Re: [gdm-list] Password-less login, last take



Le samedi 27 juin 2009 à 18:12 -0400, Ray Strode a écrit :
> Hi,
> 
> On Sat, Jun 27, 2009 at 3:07 PM, Milan Bouchet-Valat<nalimilan club fr> wrote:
> > I'd like to wake up the old story of password-less logins, and hopefully
> > fix it quickly, since all the required parts are here now. I've created
> > a patch for the gnome-system-tools that will add the user to a specific
> > group if the option "Don't check for password on login" is ticked.
> So thinking about it, we already have:
> 
> 1) Automatic login
> 2) Timed login
> 3) passwd -d
> 
> I'm not really a fan of adding yet another way to do this.  If none of
> these are really sufficient, then I'd rather make one of them
> sufficient (maybe make TimedLoginDelay=-1 mean "never start
> timer"?)...
> 
> You mention passwd -d being a security hole in the bug report, but I
> don't see what security ramifications it has over your proposed
> solution.
> 
> If you do passwd -d then obviously ssh won't let you login with a
> password anymore.  That *increases* security, since it forces you to
> use public keys.
Sorry, I was not expecting to replay the whole debate around that.

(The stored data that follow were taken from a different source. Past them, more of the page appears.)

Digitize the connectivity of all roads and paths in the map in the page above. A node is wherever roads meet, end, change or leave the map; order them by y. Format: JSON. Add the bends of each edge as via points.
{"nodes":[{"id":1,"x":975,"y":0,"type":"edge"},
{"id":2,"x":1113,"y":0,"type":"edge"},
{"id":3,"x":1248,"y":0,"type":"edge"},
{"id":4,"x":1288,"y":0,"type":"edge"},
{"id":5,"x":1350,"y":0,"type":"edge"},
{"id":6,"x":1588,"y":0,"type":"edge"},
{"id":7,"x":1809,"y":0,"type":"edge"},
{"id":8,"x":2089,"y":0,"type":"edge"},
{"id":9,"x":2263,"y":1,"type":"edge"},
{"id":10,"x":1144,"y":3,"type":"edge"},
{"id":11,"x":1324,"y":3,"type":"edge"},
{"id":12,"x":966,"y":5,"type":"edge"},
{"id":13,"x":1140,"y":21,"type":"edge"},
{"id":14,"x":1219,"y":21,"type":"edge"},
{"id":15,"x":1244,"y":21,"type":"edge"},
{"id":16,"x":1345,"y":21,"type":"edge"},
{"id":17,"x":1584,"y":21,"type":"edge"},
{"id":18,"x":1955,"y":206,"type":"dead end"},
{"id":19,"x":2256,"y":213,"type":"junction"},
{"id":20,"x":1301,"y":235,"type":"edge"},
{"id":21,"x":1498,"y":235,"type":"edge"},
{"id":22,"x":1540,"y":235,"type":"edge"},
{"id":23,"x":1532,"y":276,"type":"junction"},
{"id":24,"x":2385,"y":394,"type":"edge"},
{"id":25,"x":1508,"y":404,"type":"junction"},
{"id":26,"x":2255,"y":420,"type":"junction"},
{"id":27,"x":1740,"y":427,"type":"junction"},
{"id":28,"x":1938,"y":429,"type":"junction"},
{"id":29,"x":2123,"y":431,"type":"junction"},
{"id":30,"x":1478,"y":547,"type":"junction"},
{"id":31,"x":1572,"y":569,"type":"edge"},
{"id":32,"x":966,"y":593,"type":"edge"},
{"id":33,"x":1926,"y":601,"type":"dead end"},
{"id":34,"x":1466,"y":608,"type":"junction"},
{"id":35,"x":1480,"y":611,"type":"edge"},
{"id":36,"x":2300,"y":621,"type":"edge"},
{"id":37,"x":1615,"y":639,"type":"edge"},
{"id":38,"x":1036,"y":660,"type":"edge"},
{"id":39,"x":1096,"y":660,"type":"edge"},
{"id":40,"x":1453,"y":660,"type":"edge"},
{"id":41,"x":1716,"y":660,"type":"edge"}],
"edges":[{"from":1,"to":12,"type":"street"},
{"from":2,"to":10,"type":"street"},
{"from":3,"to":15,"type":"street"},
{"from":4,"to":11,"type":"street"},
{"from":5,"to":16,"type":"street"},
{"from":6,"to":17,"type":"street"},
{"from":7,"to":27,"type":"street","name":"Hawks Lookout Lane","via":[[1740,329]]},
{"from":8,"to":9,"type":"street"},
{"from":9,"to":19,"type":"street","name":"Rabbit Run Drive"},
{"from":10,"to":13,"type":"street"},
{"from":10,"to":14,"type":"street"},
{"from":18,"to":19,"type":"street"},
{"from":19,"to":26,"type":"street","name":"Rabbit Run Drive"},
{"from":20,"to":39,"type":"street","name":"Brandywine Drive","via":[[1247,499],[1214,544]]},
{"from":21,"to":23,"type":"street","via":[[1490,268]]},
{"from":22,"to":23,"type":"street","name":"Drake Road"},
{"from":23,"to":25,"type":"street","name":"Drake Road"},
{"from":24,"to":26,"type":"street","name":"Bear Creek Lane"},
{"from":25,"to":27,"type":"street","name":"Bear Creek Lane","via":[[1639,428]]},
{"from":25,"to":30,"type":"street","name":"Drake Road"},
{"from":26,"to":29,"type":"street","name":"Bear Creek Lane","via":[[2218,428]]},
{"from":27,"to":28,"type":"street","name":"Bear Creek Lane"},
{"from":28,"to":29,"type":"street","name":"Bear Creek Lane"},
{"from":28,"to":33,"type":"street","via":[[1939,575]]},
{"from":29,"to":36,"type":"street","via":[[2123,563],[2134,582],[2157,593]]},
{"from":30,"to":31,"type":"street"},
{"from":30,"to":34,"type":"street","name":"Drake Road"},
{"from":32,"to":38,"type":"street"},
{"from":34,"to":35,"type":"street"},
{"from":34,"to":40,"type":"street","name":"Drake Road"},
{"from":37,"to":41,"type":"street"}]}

But
here's the rationale for that feature (much wanted, Windows and Mac OS
already have for a long time).

Automatic and timed login are GDM convenience features that are really
useful when you are the only person to use the computer, or the one that
uses it the most (laptops are in this case). But the case I want to
handle is about a computer used by several people, just like a home
desktop computer is. You can't log a user directly there, and yet users
don't want to type in their passwords because the physical environment
is secure.

Then you might think of the 'passwd -d' way of solving this. First,
there is no convenient (read: graphical) way of doing this currently, so
that's not really used at all. And that's not secure nor practical
because:
- any guy reaching your computer can actually perform any admin task
just like installing software or messing with your system (which friends
at home often do in your back ;-) )
- any guy reaching your computer can also change your password so that
you're locked out of your account
- you cannot use ssh since you have no password

My proposal (on which we kind of agreed with both GDM and g-s-t
maintainers back when I suggested it) solves these problems, and is more
practical and more secure at the same time. I admit that creates yet
another design, but that's not a big deal: just a group membership.
Maybe we can integrate this feature with autologin so that the autologin
account is also allowed password-less login - that would be more
consistent.


> > Now we only need to GDM to ship with default PAM configuration file
> > that use that feature so that distributors can easily enable it.
> > Unfortunately, these files are customized most of the time, so they will
> > have to adapt their versions before that works. (The 'nopasslogin' group
> > will have to be created by downstream before the feature is enabled,
> > anyway.) But modifying the default file is still useful, at least for
> > reference.
> Maybe it would make sense to provide a hint on how to accomplish this
> in the gdm documentation instead of in the reference pam file?
These are the parts I'd like to discuss. The documentation should
mention it for clarity's sake. I don't see why the default PAM file
should not use it, maybe in a commented line if you think that's a
security issue. Anyway, distributors seems to ship their own files, so
that's mostly about giving them hints.

> I guess g-s-t could modify the pam file itself, too...
They could, but my approach is that the feature is disabled unless the
distribution creates the group 'nopasswdlogin', so that we don't mess
with distribution's security policies. And modifying a PAM configuration
file from a script looks quite complex and risky, at least from my
unexperienced POV. Since distributions ship their own PAM files for GDM,
I think we can tell them to enable this feature by adapting these files
and creating the required group in a script, both in the GDM package.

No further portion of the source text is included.